Rachel was shaking her head. “I’ve never seen anyone who was able to shut down Nell. I’m in shock. You just kept right on talking. I never thought to do that. I always try to argue.”
And that was where Rachel went wrong. “Oh, no, you can never win with a granola. They’re really nice and stuff, but you just have to hug it out. If you hug them enough, they totally lose their powers.” Georgia turned a smile up to Marie. “Thank you so much for bringing me here, Momma Marie. I feel so at home.”
Marie stopped, her face flushing, and then she nodded stiffly. “Well, you’re a sweet girl, Georgia Dawson. A damn fine girl.”
She turned and walked away.
“Holy shit. I think I saw a tear in those eyes. I didn’t think Marie had working tear ducts.” Rachel’s mouth was hanging open as she watched Marie start toward the podium. “You are a miracle worker. And you’re Logan’s girl?”
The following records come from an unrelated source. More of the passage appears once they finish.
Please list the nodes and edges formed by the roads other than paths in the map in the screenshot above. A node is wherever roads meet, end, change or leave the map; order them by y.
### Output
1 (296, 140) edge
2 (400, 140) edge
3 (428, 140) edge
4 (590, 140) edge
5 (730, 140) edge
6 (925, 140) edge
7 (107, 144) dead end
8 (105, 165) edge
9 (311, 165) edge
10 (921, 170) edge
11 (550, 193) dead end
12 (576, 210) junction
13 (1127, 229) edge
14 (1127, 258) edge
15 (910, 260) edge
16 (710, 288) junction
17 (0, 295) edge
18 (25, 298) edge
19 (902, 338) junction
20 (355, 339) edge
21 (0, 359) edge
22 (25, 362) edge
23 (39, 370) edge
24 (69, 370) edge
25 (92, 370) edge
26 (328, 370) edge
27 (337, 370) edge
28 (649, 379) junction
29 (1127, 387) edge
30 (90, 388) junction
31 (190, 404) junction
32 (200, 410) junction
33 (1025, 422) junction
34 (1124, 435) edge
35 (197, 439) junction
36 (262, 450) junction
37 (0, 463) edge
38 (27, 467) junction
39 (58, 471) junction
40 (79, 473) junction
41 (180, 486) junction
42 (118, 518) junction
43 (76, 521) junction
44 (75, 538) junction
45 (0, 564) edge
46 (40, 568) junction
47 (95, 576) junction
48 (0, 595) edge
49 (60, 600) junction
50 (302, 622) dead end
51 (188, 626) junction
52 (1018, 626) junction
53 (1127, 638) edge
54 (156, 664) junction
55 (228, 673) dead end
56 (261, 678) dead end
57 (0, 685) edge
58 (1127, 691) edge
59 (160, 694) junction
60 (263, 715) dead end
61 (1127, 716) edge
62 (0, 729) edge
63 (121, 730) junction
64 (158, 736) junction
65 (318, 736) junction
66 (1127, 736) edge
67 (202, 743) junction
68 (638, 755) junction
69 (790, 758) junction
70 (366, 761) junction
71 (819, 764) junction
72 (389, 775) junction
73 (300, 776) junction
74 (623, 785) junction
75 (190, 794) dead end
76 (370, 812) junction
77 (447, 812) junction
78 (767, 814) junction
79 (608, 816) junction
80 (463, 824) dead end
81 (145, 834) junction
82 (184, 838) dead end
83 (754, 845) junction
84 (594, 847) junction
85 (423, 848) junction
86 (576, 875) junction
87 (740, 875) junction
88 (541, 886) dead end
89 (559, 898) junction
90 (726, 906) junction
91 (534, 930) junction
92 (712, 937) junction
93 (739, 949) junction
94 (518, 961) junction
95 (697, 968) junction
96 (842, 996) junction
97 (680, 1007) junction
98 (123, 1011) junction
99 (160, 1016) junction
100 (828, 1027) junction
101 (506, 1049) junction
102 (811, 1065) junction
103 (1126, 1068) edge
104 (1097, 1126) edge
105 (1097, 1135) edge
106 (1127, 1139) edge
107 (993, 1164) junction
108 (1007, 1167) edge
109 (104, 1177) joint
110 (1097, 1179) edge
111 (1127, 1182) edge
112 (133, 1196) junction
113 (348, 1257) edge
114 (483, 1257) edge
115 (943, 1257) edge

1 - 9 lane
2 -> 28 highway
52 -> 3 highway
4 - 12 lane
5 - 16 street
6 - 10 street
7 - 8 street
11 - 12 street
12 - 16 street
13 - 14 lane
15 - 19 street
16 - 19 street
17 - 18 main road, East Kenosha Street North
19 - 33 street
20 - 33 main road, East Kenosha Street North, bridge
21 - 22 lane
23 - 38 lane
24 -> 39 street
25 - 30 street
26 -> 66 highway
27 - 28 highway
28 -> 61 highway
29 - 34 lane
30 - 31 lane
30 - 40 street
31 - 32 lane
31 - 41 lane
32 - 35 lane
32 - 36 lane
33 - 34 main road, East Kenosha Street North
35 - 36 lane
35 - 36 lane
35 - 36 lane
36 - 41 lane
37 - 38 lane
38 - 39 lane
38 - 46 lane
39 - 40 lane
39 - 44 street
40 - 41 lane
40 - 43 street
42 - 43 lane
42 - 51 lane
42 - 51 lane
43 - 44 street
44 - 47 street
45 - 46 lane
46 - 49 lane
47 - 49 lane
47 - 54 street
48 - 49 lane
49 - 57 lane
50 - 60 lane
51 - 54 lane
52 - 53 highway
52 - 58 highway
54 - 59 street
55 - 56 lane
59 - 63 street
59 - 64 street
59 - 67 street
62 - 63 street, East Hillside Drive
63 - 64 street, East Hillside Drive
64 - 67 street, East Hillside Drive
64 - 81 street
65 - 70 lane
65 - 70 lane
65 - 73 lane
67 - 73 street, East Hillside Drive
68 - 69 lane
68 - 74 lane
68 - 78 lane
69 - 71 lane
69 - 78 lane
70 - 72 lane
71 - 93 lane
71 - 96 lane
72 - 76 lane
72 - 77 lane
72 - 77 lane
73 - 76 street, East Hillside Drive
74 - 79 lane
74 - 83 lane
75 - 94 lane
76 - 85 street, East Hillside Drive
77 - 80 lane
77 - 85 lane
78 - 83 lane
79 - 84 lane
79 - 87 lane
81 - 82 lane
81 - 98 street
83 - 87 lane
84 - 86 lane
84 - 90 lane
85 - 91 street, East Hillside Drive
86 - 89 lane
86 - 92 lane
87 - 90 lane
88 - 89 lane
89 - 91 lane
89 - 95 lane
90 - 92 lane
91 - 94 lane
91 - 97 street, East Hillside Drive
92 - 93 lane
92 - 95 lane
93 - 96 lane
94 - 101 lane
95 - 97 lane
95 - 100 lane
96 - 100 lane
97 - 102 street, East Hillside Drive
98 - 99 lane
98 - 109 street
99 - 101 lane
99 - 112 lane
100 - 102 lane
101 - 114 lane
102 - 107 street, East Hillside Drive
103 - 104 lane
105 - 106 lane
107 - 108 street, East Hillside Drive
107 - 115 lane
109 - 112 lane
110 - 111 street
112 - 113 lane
She’d been feeling so happy before. She’d seemed to actually fit in with these women. But she didn’t really because she could never truly live here when it was Logan’s hometown. Someday he would come back here and he’d bring his pretty subs with him or worse, he would get married and bring home his wife and she would look nothing like Georgia, be nothing like her. She would be classically lovely, and she would likely never scream at him and beat on his back as he had to carry her away. “No. I’m sort of dating Seth Stark, I think. But I might still be his admin. I don’t think he’s gotten around to firing me. I actually don’t think he should fire me. I should be allowed to quit gracefully after what I did to him in the shower this morning.”
A wistful smile slid across Rachel’s face. “I remember times like that. Once you get started in with having babies, those times are few and far between.”
“Is this your first?” Georgia was far from having babies. No. Maybe when she hit her late thirties. Maybe. Babies were cute and sweet, but she was still a baby.